If you think of finalizers as GCing stuff that the OS isn't GCing for you, it makes more sense. With the appropriate syntax, it's neither harder nor easier than destructors to get right.
I think the difference though is that unlike with memory, there can be huge benefits to having determinism for releasing other resources.

Like what? Consider an OS where all files are kept in memory by actively-running processes that you communicate to via RPC. All disk space is essentially swap. What's the benefit to having deterministic reclamation of space there?
Actually, if you imagine a turing machine, there isn't much need there either. Unfortunately, such beasties are hard to come by.

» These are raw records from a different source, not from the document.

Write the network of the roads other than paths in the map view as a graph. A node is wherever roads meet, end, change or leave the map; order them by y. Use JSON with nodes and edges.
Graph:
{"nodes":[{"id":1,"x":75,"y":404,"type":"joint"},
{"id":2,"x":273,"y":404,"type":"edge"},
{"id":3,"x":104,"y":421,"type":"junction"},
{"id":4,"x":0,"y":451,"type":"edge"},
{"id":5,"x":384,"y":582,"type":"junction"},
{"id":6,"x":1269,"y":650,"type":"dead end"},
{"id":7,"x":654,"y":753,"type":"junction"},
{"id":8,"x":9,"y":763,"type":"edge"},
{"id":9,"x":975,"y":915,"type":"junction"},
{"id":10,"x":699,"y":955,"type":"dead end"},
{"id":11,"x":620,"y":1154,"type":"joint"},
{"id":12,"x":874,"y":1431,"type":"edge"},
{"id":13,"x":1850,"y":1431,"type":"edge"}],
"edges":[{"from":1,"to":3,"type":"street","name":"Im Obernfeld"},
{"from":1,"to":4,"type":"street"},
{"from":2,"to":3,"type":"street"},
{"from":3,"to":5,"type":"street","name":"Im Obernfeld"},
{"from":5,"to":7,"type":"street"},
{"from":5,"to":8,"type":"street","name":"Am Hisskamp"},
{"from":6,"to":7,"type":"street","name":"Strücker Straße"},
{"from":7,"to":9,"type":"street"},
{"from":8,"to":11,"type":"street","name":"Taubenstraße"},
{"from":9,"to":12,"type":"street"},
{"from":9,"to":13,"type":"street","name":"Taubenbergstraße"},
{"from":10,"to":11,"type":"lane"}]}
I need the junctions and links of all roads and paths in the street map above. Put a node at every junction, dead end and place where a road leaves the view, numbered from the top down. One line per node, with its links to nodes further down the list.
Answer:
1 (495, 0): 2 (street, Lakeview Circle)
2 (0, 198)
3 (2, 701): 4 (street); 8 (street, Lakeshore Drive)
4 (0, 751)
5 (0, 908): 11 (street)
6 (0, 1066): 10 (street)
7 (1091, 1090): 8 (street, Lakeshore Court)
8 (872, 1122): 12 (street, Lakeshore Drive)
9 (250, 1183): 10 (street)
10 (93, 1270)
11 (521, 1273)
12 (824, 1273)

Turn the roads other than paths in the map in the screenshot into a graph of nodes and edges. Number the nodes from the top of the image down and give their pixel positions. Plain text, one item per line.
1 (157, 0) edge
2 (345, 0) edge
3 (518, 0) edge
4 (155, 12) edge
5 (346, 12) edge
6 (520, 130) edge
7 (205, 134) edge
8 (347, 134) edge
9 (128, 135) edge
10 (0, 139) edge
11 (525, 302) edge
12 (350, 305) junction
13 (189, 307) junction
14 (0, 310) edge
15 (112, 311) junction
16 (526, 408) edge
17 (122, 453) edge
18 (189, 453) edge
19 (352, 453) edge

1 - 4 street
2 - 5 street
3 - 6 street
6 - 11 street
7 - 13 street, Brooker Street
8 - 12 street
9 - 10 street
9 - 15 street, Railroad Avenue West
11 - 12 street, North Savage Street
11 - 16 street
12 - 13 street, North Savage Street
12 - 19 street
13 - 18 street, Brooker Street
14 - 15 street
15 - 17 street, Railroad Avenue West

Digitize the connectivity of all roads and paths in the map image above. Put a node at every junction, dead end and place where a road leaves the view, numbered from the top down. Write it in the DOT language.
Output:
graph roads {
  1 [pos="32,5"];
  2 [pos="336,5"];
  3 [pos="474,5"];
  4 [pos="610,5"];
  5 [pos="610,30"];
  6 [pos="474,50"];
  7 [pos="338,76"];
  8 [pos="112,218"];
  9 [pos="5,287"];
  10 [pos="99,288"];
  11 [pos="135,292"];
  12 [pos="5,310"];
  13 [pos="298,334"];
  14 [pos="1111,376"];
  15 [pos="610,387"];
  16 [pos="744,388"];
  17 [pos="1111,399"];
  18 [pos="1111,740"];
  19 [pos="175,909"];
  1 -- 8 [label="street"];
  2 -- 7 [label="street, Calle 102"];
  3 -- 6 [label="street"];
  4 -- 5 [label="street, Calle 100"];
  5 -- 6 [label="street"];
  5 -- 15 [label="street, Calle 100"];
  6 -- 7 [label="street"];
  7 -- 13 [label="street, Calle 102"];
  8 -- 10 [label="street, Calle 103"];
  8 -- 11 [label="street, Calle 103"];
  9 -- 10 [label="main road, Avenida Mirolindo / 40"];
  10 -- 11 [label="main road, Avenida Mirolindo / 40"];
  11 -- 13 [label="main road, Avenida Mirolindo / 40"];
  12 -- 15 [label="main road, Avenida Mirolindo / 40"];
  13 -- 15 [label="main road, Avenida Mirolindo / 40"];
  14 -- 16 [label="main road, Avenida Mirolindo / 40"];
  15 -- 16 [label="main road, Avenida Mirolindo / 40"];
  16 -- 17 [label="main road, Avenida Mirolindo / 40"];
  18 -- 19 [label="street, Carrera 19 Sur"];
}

But let's take your RPC example. Let's say that I'm using an RPC service, and it is holding on to 400 petabytes of information for me. Perhaps it'd be good to tell it to free that up before I ask it to allocate a new 400 petabyte dataset for me, yes?
  Or what other resource would you be speaking of?
Socktets, file descriptors, semaphores, mutexes, database connections, MAC addresses, IP addresses, mlocked memory, disk space, ports, requests, etc.
BTW, GC doesn't necessarily mean "wait until I run out of resource to do this."
Of course not. Most JVM's don't do that.. of course it makes them less deterministic,,,,
There are systems with deterministic automatic GC, wherein (for example) the liveness of values is tracked, and the compiler essentially generates "destroy" statements for values as soon as the code will no longer reference them.
I've seen such systems employed only in a research context. The joy of I/O and preemptive scheduling (both of which aren't *always* needed, but are often there) tends to make such techniques difficult to employ across the board (although good memory managers will do escape analysis to determine some of the good cases).